Trf is likely involved in insect development [9]. Studies in mammals have shown that Trf participates in development [49,50]. Nuclear localization signals are stretches of residues in proteins mediating their importing into the nucleus [51]. A nuclear localization signal was also identified in the PxTrf C-terminal domain (Figure 1), which facilitates Trf regulation of cell growth by interacting with nuclear DNA [28]. We observed PxTrf expression at various developmental stages, from eggs to adults. Higher expression levels were observed at the fourth larvae and pupae, and the lower levels occurred at the eggs, and the first and second instar larvae stages (Figure 3A). The pupation rate increased dramatically in larvae treated with dsPxTrf when compared with the control, DEPC water-, and dsGFP-treated larvae. We speculate that this insect adopts the strategy of pupation to adapt to the adverse environmental condition caused by PxTrf RNAi. Insect transferrin is regulated by juvenile hormone (JH) in many insects [9]. Generally, JH level is low in insects’ pupae stage [52]. The low level of JH is also found in diapause insects, a physiological state that is used as a means to survive [9]. Zhang et al. (2015) also reported that, compared with the dsGFP control, there was a dramatic body weight decrease in Helicoverpa armigera larvae after feeding with Trf dsRNA for 5 days [18]. These findings indicate that Trf may participate in insect development.

5. Conclusions

In summary, we identified and characterized transferrin from P. xylostella and analyzed its multiple functions using RNAi.

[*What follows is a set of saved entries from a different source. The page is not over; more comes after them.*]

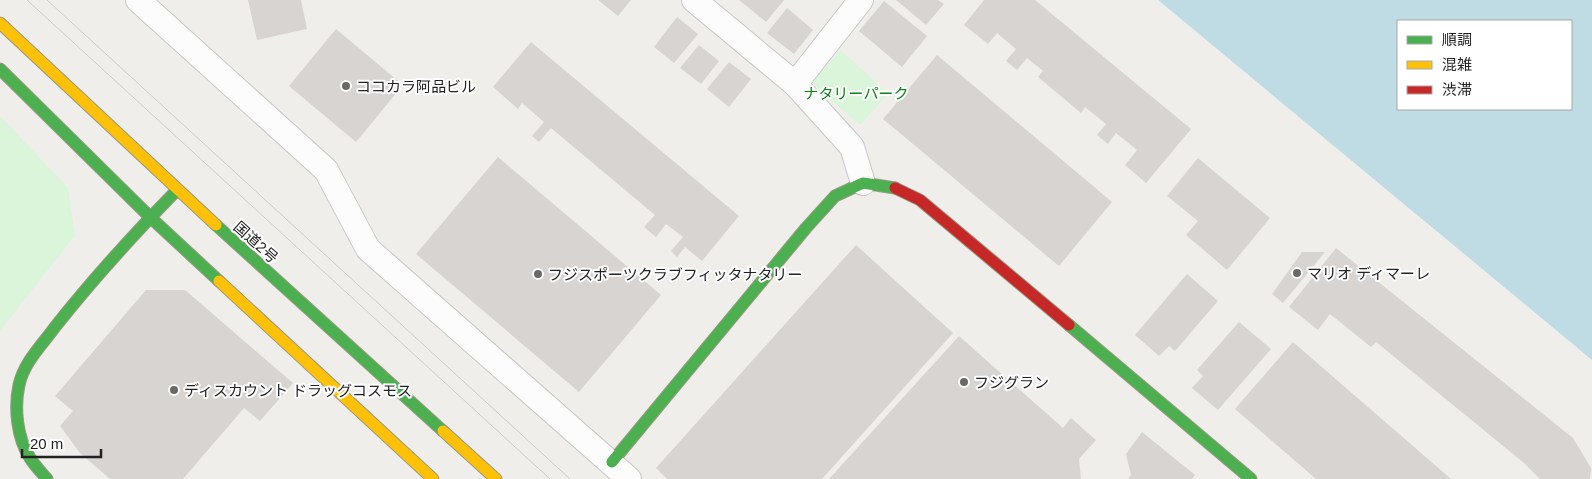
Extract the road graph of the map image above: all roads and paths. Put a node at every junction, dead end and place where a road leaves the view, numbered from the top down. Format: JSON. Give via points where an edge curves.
{"nodes":[{"id":1,"x":138,"y":0,"type":"edge"},
{"id":2,"x":694,"y":0,"type":"edge"},
{"id":3,"x":861,"y":0,"type":"edge"},
{"id":4,"x":0,"y":23,"type":"edge"},
{"id":5,"x":0,"y":69,"type":"edge"},
{"id":6,"x":794,"y":84,"type":"junction"},
{"id":7,"x":863,"y":183,"type":"junction"},
{"id":8,"x":177,"y":190,"type":"junction"},
{"id":9,"x":150,"y":217,"type":"junction"},
{"id":10,"x":8,"y":409,"type":"edge"},
{"id":11,"x":612,"y":462,"type":"junction"},
{"id":12,"x":47,"y":479,"type":"edge"},
{"id":13,"x":433,"y":479,"type":"edge"},
{"id":14,"x":496,"y":479,"type":"edge"},
{"id":15,"x":629,"y":479,"type":"edge"},
{"id":16,"x":1251,"y":479,"type":"edge"}],
"edges":[{"from":1,"to":11,"type":"street","via":[[326,170],[368,249]]},
{"from":2,"to":6,"type":"street"},
{"from":3,"to":6,"type":"street"},
{"from":4,"to":8,"type":"main road","name":"国道2号"},
{"from":5,"to":9,"type":"main road"},
{"from":6,"to":7,"type":"street","via":[[852,147]]},
{"from":7,"to":11,"type":"main road","via":[[835,196],[806,228]]},
{"from":7,"to":16,"type":"main road","via":[[895,188],[920,200]]},
{"from":8,"to":9,"type":"main road"},
{"from":8,"to":14,"type":"main road","name":"国道2号"},
{"from":9,"to":10,"type":"main road","via":[[81,294],[25,366]]},
{"from":9,"to":13,"type":"main road"},
{"from":10,"to":12,"type":"main road","via":[[20,430],[27,454]]},
{"from":11,"to":15,"type":"street"}]}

The highest PxTrf transcript levels were observed in the fourth instar larvae and fat bodies. The PxTrf transcript levels increased significantly after stimulation with pathogens in vivo. PxTrf protein was identified in both naïve and I. cicadae-challenged larvae. Injection with dsPxTrf increased rates of infection of P. xylostella with the I. cicadae fungus. Furthermore, suppression the Trf transcription inhibited nodule formation in response to fungal challenge significantly. In addition, a marked increase in the pupation rate was observed in larvae treated with dsPxTrf compared with the control and the dsGFP-treated larvae. According to the results of the present work, PxTrf can be involved in P. xylostella immunity against fungal infection and participate in insect development.